§ **RECORDS FOR PROCESSING**:
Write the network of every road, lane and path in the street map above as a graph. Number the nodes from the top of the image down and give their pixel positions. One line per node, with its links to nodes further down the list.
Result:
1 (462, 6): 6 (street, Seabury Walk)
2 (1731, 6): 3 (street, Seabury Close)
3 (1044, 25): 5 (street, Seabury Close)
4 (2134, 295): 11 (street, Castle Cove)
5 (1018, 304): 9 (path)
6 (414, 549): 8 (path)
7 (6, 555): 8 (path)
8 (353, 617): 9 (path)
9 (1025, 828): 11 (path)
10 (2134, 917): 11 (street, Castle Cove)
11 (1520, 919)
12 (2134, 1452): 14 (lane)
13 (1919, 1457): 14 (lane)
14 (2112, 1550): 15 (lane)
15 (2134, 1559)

§ **EXERCISE DETAILS**: Reproduce the full set of entries above exactly, without dropping a line.

§ **THE COMPLETED TASK**:
Write the network of every road, lane and path in the street map above as a graph. Number the nodes from the top of the image down and give their pixel positions. One line per node, with its links to nodes further down the list.
Result:
1 (462, 6): 6 (street, Seabury Walk)
2 (1731, 6): 3 (street, Seabury Close)
3 (1044, 25): 5 (street, Seabury Close)
4 (2134, 295): 11 (street, Castle Cove)
5 (1018, 304): 9 (path)
6 (414, 549): 8 (path)
7 (6, 555): 8 (path)
8 (353, 617): 9 (path)
9 (1025, 828): 11 (path)
10 (2134, 917): 11 (street, Castle Cove)
11 (1520, 919)
12 (2134, 1452): 14 (lane)
13 (1919, 1457): 14 (lane)
14 (2112, 1550): 15 (lane)
15 (2134, 1559)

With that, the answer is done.